New York law allows restaurants to apply automatic gratuities to parties of eight or more.
CBS News aired images this week of an Olive Garden check that included a line for an automatic gratuity of 18 percent and a line for an additional tip – but party size wasn’t taken into account. Same for an Applebee’s check with a line for a 17 percent automatic gratuity that also read “payable at guest’s discretion”:
“They want to squeeze that extra little dollar that they can out of everybody,” said Evan Spencer, the lawyer who brought the $5.5 billion class action lawsuit, adding, a “tip and a gratuity are exactly the same thing,”
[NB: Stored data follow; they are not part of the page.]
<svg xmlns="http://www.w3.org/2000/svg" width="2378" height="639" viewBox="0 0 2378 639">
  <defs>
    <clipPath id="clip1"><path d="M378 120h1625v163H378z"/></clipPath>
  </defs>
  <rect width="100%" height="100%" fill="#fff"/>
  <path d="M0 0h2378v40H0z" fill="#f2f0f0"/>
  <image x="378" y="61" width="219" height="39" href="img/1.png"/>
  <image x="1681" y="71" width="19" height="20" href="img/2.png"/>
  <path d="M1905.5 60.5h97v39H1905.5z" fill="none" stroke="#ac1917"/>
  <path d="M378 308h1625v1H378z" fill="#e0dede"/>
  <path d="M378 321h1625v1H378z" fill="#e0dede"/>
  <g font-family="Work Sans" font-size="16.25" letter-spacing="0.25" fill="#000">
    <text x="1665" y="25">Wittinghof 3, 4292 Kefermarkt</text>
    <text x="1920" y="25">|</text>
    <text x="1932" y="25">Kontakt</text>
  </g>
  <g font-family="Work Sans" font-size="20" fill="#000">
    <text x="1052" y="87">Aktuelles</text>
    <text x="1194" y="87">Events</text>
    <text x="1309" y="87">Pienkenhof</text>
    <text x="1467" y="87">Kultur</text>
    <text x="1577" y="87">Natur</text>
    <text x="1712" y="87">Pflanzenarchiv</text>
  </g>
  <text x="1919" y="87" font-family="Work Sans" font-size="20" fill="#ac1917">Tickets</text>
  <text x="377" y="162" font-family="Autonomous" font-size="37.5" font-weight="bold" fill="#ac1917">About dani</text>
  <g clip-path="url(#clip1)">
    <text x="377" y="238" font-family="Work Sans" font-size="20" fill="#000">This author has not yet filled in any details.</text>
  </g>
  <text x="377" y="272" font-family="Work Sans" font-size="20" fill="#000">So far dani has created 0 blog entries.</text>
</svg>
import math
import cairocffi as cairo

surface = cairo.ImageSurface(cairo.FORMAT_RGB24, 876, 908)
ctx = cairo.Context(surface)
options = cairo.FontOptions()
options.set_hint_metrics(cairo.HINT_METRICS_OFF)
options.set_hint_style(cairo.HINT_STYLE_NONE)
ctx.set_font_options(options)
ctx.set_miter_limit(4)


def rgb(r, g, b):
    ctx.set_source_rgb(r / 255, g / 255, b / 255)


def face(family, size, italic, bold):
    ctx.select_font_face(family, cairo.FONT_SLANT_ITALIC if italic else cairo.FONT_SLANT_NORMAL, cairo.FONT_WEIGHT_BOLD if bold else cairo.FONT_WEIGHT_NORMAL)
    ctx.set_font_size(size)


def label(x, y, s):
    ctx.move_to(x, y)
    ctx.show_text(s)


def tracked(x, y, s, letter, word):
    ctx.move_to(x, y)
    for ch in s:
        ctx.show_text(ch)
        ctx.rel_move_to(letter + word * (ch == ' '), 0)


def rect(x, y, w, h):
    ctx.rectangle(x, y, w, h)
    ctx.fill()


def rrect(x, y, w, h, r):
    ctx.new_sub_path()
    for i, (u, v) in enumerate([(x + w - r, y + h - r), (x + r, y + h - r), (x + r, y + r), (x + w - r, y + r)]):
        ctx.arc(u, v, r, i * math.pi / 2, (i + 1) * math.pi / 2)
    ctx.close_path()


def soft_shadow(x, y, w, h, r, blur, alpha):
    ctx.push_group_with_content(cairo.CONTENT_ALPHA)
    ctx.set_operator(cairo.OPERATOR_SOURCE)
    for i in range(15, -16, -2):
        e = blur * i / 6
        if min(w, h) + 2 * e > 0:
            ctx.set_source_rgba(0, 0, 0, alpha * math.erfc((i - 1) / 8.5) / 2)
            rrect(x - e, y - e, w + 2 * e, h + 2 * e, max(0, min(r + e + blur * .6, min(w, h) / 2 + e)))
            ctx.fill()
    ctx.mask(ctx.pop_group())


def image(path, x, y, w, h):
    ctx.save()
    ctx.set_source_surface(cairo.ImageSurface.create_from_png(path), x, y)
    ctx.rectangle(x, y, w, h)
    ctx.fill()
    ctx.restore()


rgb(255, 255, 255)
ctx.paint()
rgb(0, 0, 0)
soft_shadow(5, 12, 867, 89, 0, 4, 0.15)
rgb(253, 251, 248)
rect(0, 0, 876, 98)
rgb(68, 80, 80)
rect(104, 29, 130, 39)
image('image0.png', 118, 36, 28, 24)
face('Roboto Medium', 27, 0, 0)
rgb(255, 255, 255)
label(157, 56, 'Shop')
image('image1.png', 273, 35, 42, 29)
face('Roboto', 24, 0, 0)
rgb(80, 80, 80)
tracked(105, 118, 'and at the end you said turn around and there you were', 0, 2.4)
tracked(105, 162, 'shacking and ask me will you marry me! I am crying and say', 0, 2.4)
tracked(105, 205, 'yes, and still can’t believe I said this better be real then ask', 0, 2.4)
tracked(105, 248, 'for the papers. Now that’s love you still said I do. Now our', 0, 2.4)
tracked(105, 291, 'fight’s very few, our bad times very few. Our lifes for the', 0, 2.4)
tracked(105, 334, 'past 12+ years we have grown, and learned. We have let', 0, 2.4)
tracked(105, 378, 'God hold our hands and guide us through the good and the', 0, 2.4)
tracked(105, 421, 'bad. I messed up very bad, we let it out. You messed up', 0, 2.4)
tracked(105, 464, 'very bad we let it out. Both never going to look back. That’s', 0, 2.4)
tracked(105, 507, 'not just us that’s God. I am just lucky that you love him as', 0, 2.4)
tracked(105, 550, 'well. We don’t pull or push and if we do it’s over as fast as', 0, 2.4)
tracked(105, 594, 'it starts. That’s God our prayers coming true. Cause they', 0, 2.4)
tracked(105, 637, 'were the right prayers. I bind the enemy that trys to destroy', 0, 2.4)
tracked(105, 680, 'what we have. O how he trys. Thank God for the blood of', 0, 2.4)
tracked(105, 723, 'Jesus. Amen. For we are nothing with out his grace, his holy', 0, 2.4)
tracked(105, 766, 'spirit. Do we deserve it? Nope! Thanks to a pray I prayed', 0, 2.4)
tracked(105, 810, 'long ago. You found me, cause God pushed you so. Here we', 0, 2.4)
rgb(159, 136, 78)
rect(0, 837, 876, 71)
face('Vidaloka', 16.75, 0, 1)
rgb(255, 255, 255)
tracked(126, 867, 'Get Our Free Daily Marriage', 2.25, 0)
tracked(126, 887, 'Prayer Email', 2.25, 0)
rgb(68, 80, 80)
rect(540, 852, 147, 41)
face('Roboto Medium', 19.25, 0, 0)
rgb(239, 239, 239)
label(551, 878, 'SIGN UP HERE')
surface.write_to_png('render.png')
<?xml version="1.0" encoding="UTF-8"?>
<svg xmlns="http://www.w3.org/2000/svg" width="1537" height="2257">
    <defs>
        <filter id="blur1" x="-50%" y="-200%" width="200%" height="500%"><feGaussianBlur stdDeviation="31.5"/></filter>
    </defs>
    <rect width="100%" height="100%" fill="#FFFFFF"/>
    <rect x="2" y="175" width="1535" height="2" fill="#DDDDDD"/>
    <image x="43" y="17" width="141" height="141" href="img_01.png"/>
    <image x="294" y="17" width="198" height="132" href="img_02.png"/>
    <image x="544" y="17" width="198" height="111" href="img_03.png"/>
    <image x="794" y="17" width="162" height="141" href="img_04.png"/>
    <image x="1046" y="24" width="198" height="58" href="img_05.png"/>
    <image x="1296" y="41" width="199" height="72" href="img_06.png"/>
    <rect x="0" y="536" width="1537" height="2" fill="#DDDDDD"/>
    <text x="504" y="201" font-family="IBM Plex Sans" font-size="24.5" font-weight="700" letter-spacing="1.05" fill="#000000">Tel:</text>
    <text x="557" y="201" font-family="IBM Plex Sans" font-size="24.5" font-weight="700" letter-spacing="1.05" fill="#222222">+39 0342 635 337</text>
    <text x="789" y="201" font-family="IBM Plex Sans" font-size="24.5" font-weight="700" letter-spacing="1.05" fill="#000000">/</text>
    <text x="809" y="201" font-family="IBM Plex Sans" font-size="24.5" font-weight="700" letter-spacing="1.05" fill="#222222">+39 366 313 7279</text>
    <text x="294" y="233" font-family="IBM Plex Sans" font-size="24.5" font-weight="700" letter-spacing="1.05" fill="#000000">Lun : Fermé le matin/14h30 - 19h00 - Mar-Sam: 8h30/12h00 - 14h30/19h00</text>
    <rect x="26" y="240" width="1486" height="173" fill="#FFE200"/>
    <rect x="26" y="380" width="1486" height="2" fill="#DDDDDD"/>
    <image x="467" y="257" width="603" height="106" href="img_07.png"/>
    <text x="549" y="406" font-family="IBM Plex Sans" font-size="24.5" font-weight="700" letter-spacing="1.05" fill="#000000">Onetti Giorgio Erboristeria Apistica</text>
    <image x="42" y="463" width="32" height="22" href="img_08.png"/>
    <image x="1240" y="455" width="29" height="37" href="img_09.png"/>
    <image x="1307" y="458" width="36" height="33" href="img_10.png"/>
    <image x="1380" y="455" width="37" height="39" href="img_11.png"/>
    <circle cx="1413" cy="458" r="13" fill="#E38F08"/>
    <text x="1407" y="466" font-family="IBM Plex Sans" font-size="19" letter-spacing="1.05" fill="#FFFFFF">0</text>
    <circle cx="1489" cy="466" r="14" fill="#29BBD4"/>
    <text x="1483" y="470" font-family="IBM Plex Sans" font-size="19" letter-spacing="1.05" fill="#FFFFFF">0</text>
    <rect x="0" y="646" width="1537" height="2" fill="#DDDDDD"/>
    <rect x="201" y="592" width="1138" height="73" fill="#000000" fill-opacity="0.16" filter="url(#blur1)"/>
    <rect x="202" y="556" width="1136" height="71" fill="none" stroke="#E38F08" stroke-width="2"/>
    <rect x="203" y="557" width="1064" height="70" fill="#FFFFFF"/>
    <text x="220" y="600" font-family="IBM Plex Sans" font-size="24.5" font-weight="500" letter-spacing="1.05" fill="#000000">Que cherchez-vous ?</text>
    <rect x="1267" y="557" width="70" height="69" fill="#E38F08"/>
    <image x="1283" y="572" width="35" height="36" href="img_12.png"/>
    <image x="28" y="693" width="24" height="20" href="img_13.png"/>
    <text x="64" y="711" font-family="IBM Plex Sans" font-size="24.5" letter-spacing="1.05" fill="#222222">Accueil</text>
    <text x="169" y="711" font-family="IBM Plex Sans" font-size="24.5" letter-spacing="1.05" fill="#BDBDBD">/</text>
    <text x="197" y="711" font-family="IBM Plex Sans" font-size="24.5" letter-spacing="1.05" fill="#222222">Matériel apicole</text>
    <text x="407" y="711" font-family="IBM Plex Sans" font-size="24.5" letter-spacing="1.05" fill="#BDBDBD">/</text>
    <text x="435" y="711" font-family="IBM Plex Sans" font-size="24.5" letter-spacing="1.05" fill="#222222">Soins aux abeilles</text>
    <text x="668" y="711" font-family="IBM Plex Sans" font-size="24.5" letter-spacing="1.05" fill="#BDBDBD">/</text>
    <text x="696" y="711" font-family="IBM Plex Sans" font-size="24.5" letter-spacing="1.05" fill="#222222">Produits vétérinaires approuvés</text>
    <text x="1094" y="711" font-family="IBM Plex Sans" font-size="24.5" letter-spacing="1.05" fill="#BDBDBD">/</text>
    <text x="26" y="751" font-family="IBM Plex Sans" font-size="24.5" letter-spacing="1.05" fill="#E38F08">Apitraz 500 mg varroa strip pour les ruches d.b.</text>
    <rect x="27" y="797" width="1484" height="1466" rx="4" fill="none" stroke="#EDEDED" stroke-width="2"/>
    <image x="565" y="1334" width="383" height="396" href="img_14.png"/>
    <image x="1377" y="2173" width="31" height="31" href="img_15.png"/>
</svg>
Darden Restaurants, the parent company that owns Olive Garden and Red Lobster, said in a statement: “The automatic gratuity is a convenience for our guests. Our guests always have the option of adding to, reducing or completely deducting the automatic gratuity before paying their check.”
Spencer’s billion dollar lawsuit, according to Yahoo! News, could “impact some 2,000 restaurants in New York City.”
“Ted Dimond, a tennis pro who brought the suit,” the Yahoo! Report continues, “[said] he wants to see diners get back $50 plus $1,000 for ‘willful violations,’ where restaurants trick diners into adding a second tip when one is already included.”